Davos toplantıları sonunda bir bildiri yayınlanır.
Bu bildiriler, genellikle, borç veren sınıfın önündeki iki yıl içinde yaşayabileceği sorunları ve çözümlerini ifade eder.
Sanki halkın sorunlarına çare arıyormuş gibi yaparlar. Oysa dertleri; kendilerinin, borca dayalı para yaratma, sistemlerindeki tıkanıklıkları irdelerler.
Bakın bu kez sıkıntılarını nasıl ifade etmişler. “Küresel riskler yoğunlaşıyor, bunları göğüsleyecek bir irade yok, onun yerine bölünmeler artıyor” demişler.
Gelin size, borç veren sınıfın, bu bir cümlede, ne demek istediğini, size kendimce tercüme edeyim.
Küresel riskler yoğunlaşıyor ifadesi şu anlama gelir. Emperyalist odakların hakimiyeti tehlikede, emperyalizmin siyasal etkinliği azalıyor. Riskler artıyor. Borç verecek halklar ve devletler bulmakta zorlanacağız.
İkinci ifade “bu durumu göğüsleyecek irade yok”; emperyalist blokun iradesinde zayıflama var, diyorlar. Emperyalist güçler yani çok uluslu tekeller, bütünlüğü muhafaza edemiyor. Demek istiyorlar.
Belki abarttığımı düşüneceksiniz. Biraz daha açıklamaya çalışayım.
İçinde yaşadığımız “finans sistemi” deyince neyi anlıyoruz. Sanki bilimselmiş gibi duran bu finans sistem ifadesi; krediye dayalı para üretme sistemidir.
Günümüz para sistemi borç tuzağıdır. Piyasada para miktarı artıkça borç miktarı artar. Öyle sanıldığı gibi piyasadaki para miktarını Merkez Bankaları denetleyemez.
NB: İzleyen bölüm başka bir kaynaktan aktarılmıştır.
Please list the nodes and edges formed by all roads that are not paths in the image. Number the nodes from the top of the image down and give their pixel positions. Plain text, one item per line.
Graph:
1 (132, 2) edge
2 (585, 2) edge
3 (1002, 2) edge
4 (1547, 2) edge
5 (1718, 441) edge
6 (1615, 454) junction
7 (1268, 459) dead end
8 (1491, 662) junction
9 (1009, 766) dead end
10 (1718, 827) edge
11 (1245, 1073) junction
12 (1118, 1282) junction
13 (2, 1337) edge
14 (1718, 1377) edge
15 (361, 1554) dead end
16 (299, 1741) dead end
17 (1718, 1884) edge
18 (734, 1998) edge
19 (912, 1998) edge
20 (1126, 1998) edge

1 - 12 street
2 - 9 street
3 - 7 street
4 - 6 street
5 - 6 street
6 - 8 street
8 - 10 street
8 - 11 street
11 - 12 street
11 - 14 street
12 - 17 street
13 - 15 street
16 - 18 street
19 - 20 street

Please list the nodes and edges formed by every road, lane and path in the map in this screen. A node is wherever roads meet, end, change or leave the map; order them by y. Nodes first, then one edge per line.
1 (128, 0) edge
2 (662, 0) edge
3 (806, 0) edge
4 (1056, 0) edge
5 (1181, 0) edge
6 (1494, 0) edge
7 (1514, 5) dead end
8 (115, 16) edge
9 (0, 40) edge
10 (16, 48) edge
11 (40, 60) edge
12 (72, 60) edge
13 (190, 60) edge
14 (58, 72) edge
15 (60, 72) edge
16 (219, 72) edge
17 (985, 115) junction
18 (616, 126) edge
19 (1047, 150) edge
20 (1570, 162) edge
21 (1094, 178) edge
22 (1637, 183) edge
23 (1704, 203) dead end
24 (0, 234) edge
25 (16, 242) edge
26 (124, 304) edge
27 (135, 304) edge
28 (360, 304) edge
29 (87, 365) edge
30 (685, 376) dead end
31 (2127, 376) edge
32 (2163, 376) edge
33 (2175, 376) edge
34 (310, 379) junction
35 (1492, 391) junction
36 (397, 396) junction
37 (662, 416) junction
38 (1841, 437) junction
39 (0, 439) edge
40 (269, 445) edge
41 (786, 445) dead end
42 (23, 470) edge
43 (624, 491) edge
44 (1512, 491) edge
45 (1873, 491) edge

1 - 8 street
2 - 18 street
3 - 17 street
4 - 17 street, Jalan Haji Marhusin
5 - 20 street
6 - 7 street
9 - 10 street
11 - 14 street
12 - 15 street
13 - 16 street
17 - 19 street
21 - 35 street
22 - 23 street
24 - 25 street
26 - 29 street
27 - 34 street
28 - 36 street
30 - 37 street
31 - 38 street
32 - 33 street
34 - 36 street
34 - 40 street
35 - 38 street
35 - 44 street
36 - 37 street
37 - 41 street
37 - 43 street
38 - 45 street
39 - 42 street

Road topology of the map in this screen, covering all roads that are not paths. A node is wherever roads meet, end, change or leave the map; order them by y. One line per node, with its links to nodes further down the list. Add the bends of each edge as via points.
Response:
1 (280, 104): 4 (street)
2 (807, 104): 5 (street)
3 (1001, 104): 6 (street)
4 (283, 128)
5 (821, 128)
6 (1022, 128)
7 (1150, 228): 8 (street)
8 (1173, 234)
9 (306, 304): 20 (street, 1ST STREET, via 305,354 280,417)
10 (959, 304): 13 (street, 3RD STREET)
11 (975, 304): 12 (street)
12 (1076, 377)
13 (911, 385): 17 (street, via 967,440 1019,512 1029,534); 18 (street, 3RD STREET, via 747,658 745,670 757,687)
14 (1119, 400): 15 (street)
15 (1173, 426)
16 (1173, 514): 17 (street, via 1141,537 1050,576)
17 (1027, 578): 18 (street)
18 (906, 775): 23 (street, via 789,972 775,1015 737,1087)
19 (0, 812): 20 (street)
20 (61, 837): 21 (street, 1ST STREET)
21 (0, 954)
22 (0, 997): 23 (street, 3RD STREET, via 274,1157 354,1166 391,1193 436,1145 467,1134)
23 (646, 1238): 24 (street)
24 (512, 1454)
Çünkü Merkez Bankasının bastığı para (banknot)miktarı piyasadaki paranın sadece %10 kadardır. Geri kalanını ticari bankalar, kredi üzerinden, kaydi para olarak üretirler. Avrupa’da bu miktar %2-3 kadardır.
Hatta daha ilerisini söyleyeyim. Merkez bankasının devlete borç vermesi Lizbon Mütabakatı,123’1 maddesi gereğince yasaklanmıştır. Merkez Bankası bastığı parayı ticari bankalara verir. Ticari bankalar üzerine faiz gelirini koyarak, devlete borç verir.
Yani parayı merkez bankası basmaz. Ticari bankalar kaydi para olarak basarlar.
Ticari bankalar, daha fazla kredi üreterek, hem ana para üzerinden hem de kaydi para üzerinden faiz alarak karlarını maksimize etmek isterler.
Lakin bir yerden sonra, para üreten ticari bankalar, kar maksimizasyonu ve risk minimizasyonu ile işin suyunu çıkarırlar.
GSYİH (Gayri safi yurt içi hasıla) gelirinin üzerinde para üretirler. Bu da enflasyon demektir.
Keşke sadece enflasyon olsa…
Piyasada para miktarı artıkça borç miktarı artar. Borç krizi beraberinde nakit (likidite) krizini de getirir. Şimdiki likidite krizinin sebebi; gereğinden fazla üretilmiş kaydi para’nın, karşılığı olan banknotların olmamasıdır.
Ticari bankalar, ürettikleri kaydi para üzerinden faiz alarak varlık transferi yaparlar.
İşte Davos’ta baronlarının kendi aralarında konuştukları konular bunlardır.
Bunların maddi üretim ile bir alakaları yoktur. Dertleri kredi üzerinden para üretmektir. İnsanları borçlandırarak yönetmektir.
Amerika’nın kurduğu bu para düzeninin devam etmesi için Küresel Risklerin azaltılması gerekir. Davos’ta küresel risklerin azaltılması isteği buradan kaynaklanır.
Merkez Bankasının milli/ulus devletten bağımsız olmasını bu finans düzeninin devam etmesi için isterler.
İşte para ile kurulan bu egemenliğin Çin ve Rusya tarafından tehdit ediliyor olması; emperyalist blok için risklerin yoğunlaşması olarak anlaşılır.
Kapitalizm kendi içinde bir değişime uğrayacaksa, ya da bir devrim olacaksa, öncelikle “paranın üretilmesi sistemin” de bir değişiklik olarak, olacaktır, diye düşünürüm.